4. Red Velvet Cake Balls

A newbie to my menagerie, I have found myself trying my hand at cake balls the past two Christmases. They're fairly addictive, I must warn, but incredibly festive and another favorite of TF's. I had multiple Christmases this year and while it had been TF's dream for me to make them for some cookie baking fun we had with his family, he dropped the ball and didn't make the cake ahead of time, so I couldn't churn them out in time for the festivities. I did, however, make them pre-Christmas for Katie's birthday/holiday extravaganza. She's my only friend that shares my birth year (everyone else is younger), so I was thrilled to finally have someone join me in the land of 27 and wanted to celebrate it with one of the best treats to ever come out of my kitchen.


Ingredients
  • 1 box red velvet cake mix
  • 1 can cream cheese frosting
  • 3/4 of 1 bar of white chocolate (almond bark...the same kind used for the pretzels)
  • sprinkles
Directions

1. Prepare cake according to package instructions. [I'm fairly certain this can be done using cake and icing from scratch, but I've yet to find a recipe that does it and am always too pressed for time to experiment....one day I'll get brave]

2. Once cake is cooled, about an hour or so to be safe, chop cake up into a large bowl

3. Mix frosting in with cake until moist. I used the whole can this time and it really made it a little too moist, so I'd probably advise using only 3/4 or so of the can (and maybe judge a little better than I did :))

4. Begin rolling cake balls (size is up to you, I would just caution about making them too big because they tend to get very rich/sugary once dipped in the melted chocolate) and place in a Tupperware container for chillling. 

*Warning: your hands will get super messy and red during the process

5. Chill cake balls in fridge for several hours (I prefer overnight as they tend to hold together better during the dipping process)
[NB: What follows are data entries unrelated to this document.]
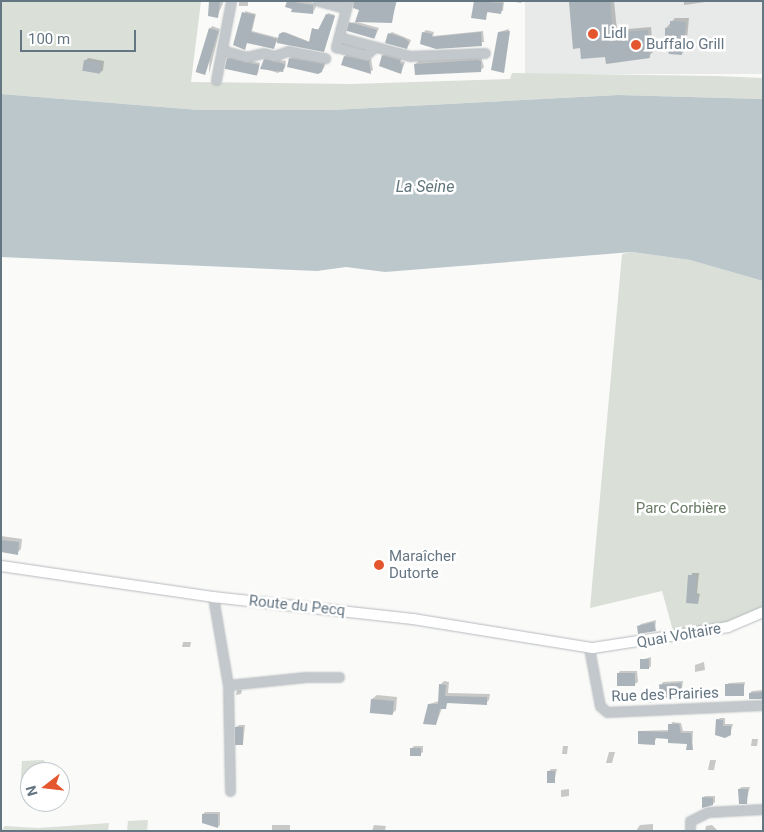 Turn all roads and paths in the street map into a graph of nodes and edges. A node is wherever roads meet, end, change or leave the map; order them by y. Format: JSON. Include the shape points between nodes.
{"nodes":[{"id":1,"x":231,"y":1,"type":"edge"},
{"id":2,"x":318,"y":1,"type":"edge"},
{"id":3,"x":347,"y":5,"type":"edge"},
{"id":4,"x":338,"y":37,"type":"junction"},
{"id":5,"x":374,"y":47,"type":"junction"},
{"id":6,"x":222,"y":50,"type":"junction"},
{"id":7,"x":485,"y":53,"type":"dead end"},
{"id":8,"x":324,"y":58,"type":"dead end"},
{"id":9,"x":216,"y":80,"type":"dead end"},
{"id":10,"x":1,"y":566,"type":"edge"},
{"id":11,"x":213,"y":597,"type":"junction"},
{"id":12,"x":763,"y":612,"type":"edge"},
{"id":13,"x":591,"y":648,"type":"junction"},
{"id":14,"x":339,"y":677,"type":"dead end"},
{"id":15,"x":228,"y":685,"type":"junction"},
{"id":16,"x":763,"y":705,"type":"edge"},
{"id":17,"x":230,"y":792,"type":"dead end"},
{"id":18,"x":763,"y":809,"type":"edge"},
{"id":19,"x":690,"y":826,"type":"edge"}],
"edges":[{"from":1,"to":6,"type":"street"},
{"from":2,"to":3,"type":"street"},
{"from":3,"to":4,"type":"street"},
{"from":4,"to":5,"type":"street"},
{"from":4,"to":5,"type":"street","via":[[336,47],[366,55]]},
{"from":5,"to":7,"type":"street","via":[[410,56]]},
{"from":6,"to":8,"type":"street","via":[[246,57],[264,53],[274,56],[288,51]]},
{"from":6,"to":9,"type":"street"},
{"from":10,"to":11,"type":"main road","name":"Route du Pecq"},
{"from":11,"to":13,"type":"main road","name":"Route du Pecq","via":[[413,619]]},
{"from":11,"to":15,"type":"street"},
{"from":12,"to":13,"type":"main road","name":"Quai Voltaire","via":[[728,628]]},
{"from":13,"to":16,"type":"street","name":"Rue des Prairies","via":[[600,706],[607,712]]},
{"from":14,"to":15,"type":"street"},
{"from":15,"to":17,"type":"street"},
{"from":18,"to":19,"type":"street","via":[[719,810]]}]} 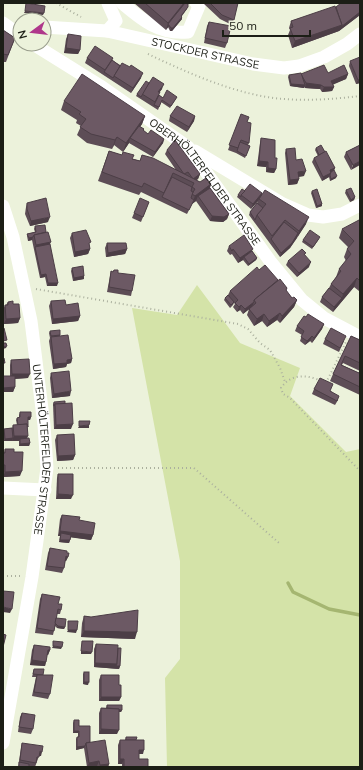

6. Melt chocolate in microwave safe bowl according to package directions

7. Dip cake balls one at a time, placing on wax paper to dry. If topping with sprinkles, do so somewhat immediately (I can usually get about 4 dipped before stopping) or the sprinkles won't stick

8. Allow to chill before serving and store in the fridge when not being devoured

5. Mini M&M Cookies

For all the fun that I had baking last year, there were several things I wanted to make but never got the chance to. Among them, were mini cookies. I rarely make mini cookies for the mere fact that I feel less gluttonous eating one large cookie than several small ones and I generally lack the patience to make several batches of cookies at a time (I basically want to fit everything onto one tray and be done). This year, however, I decided that not only was I going to try my hand at the mini cookie, but I was also going to include it in my annual treat bag assortment. It was a tedious process to say the least, but they turned out so delectable that it was well worth it. 

I used this recipe find and used a teaspoon to spoon out the cookies to create the tiny shape. The recipe makes roughly 5 dozen minis. 

Pre-baking....I remain impressed at my patience in making these

Beautiful 

And with all of the above (sans cake balls) I created several batches of these fun treat bags for friends and coworkers: 



And so concludes part 1 of my Christmas baking adventures. Part two coming your way soon...this is definitely making me miss Christmas already.